A company that had operated without an O-licence since 2001 will only be granted a licence if its transport manager regains his repute by attending an FTA refresher course. North Western Traffic Commissioner Beverley Bell revoked the four vehicle licence of Ashbourne-based Carl Jeffrey. She will grant a new licence for only three vehicles and not the 10 vehicles and five trailers applied for by CPJ Environmental Services, of which Jeffrey is the sole director and transport manager, until he has attended the refresher course.
For Jeffrey and the company, Paul Carless junior said there had been a change of entity into a limited company in June 2001. A licence application in April 2005 was stalled due to a lack of documentation and a fresh application was submitted in February. He agreed that no interim licence had been applied for. The operating centre had been changed around October 2006.
Jeffrey said that when the business became a limited company he had made a mistake in not realising he needed to notify the TC. He had passed the CPC examination in 1996 and was thinking of taking a refresher course. He was also looking at putting the assistant transport manager through the CPC course.
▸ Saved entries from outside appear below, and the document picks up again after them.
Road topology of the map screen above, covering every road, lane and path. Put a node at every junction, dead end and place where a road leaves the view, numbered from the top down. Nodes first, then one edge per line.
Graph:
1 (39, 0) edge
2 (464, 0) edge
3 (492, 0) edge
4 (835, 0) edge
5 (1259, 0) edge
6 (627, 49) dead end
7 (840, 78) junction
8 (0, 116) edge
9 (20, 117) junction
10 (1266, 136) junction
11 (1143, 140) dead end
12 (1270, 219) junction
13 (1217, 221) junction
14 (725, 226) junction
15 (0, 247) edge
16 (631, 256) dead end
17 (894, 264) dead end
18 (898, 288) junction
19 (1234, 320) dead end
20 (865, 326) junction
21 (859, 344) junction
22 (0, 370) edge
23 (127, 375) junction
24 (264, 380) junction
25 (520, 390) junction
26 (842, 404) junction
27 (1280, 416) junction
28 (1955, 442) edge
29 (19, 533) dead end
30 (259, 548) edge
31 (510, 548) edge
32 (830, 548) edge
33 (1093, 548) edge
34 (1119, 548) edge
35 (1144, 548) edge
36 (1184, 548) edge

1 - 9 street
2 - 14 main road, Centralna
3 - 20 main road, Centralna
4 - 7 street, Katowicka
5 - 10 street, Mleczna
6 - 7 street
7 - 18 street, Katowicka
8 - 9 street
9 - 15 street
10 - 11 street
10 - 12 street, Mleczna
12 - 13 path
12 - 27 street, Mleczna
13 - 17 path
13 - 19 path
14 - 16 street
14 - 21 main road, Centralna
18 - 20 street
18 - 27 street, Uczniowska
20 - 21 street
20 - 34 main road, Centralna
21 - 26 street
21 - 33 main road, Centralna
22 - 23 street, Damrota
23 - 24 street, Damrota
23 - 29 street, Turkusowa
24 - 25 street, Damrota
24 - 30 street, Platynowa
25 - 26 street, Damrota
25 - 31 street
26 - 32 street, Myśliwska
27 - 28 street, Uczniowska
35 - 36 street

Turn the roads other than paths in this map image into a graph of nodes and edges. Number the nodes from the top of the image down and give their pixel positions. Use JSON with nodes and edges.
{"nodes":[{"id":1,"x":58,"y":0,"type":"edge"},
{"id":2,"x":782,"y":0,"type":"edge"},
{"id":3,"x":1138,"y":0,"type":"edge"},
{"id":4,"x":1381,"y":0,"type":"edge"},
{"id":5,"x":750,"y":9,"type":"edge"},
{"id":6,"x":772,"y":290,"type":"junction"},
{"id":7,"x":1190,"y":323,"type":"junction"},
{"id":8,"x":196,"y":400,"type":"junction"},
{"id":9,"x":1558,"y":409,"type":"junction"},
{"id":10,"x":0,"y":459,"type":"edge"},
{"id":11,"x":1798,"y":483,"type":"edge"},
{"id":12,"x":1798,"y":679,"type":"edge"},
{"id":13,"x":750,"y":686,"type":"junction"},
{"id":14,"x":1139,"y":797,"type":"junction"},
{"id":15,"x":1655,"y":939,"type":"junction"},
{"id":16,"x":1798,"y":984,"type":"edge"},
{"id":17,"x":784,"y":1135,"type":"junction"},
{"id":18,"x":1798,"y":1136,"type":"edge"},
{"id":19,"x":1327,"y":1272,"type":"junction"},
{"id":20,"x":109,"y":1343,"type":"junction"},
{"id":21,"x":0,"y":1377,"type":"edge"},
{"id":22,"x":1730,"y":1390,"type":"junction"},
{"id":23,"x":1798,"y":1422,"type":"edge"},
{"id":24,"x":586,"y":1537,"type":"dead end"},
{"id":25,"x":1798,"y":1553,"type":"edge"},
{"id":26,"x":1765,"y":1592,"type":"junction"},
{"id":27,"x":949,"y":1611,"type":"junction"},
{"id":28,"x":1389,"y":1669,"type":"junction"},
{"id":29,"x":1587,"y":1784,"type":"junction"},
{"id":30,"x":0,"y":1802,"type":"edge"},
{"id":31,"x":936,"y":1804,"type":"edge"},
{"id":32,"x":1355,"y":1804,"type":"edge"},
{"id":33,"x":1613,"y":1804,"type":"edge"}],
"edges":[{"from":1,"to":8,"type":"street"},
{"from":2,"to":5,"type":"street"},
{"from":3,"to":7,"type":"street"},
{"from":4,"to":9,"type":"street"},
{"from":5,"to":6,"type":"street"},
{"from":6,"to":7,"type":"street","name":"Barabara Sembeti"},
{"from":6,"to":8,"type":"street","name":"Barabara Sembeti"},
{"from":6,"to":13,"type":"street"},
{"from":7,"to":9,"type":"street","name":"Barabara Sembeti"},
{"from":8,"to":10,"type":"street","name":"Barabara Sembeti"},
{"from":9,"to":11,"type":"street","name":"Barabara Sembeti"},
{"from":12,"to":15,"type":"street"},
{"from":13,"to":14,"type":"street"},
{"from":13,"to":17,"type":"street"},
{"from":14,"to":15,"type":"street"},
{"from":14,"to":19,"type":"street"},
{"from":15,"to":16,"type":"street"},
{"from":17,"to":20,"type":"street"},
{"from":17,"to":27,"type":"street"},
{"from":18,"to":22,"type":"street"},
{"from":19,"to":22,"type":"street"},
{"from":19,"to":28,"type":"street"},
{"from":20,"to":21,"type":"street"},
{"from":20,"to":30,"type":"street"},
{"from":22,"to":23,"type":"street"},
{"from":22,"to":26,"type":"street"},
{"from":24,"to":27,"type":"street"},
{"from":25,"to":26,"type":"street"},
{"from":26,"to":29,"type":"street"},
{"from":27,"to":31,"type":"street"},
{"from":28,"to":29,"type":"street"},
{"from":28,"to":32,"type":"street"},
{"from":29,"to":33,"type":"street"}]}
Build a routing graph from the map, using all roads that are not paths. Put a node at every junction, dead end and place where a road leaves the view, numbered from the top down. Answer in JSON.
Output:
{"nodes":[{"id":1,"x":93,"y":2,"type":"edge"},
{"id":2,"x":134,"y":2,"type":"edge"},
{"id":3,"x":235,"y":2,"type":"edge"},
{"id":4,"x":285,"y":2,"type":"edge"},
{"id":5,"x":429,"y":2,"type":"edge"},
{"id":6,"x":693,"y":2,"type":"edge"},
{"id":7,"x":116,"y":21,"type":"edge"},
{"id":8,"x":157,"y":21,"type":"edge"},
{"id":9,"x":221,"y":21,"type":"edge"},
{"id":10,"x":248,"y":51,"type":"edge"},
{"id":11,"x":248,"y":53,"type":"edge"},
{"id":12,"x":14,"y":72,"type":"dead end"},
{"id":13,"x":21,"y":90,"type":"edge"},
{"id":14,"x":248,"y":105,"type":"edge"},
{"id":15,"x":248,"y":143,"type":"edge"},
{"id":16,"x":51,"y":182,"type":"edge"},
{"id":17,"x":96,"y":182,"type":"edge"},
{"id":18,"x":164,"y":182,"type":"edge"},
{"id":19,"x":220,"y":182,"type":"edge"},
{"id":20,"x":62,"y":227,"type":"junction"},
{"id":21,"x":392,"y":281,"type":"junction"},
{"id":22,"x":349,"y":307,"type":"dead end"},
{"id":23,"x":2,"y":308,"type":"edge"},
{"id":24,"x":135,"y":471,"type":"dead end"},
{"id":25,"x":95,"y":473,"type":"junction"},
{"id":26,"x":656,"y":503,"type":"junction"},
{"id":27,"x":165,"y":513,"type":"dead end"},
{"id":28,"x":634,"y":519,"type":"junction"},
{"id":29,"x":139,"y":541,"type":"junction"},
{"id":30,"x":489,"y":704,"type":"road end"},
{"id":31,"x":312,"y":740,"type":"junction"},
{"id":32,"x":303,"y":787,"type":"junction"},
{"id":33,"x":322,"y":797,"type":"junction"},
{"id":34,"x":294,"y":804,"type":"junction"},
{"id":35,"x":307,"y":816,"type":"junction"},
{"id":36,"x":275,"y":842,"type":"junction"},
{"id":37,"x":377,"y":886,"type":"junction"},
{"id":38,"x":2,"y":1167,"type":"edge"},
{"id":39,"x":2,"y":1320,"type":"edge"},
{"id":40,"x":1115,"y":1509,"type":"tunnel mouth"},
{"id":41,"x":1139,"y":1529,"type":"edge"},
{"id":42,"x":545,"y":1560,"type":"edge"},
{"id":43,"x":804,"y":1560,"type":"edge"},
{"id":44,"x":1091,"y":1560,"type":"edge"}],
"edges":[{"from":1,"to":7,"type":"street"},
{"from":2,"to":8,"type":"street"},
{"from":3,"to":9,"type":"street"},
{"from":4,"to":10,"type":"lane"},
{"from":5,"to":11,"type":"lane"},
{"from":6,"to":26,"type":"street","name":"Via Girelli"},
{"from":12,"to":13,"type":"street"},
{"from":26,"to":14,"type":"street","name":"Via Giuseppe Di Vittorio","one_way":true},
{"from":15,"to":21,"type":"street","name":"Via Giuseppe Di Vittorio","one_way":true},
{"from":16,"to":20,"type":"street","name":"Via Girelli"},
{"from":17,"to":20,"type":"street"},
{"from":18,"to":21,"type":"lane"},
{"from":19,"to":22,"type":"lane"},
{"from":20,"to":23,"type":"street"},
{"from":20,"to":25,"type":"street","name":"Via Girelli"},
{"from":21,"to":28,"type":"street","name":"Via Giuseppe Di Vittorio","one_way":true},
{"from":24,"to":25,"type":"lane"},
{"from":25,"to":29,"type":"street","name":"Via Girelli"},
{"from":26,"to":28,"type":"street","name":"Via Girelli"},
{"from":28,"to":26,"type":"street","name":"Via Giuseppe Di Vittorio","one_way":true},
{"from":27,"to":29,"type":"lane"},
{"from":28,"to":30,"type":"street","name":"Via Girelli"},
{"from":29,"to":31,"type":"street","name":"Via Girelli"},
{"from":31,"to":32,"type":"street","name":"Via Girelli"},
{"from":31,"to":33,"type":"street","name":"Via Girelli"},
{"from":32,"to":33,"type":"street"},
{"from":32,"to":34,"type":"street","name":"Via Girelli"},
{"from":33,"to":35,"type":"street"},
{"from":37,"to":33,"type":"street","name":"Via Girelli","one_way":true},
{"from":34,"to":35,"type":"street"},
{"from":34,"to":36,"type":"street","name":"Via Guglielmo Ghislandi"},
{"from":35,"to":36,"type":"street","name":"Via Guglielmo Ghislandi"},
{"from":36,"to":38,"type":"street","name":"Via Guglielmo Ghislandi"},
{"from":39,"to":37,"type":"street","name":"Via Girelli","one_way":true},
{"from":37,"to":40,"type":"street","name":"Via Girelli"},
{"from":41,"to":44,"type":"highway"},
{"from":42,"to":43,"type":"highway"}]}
The TC said that in 2001 everyone but the Traffic Area Office had been notified of the change to a limited company and she did not accept it had been an oversight. The business had a substantial turnover of £1.5m. Jeffrey was not an unsophisticated businessman. The licence had been renewed in 2006, declaring there were no changes, when Jeffrey knew in 2005 that he needed a new licence. No application had been made for an interim licence despite the Traffic Area Office asking whether they wanted one, together with a warning that the company had no authority to operate vehicles.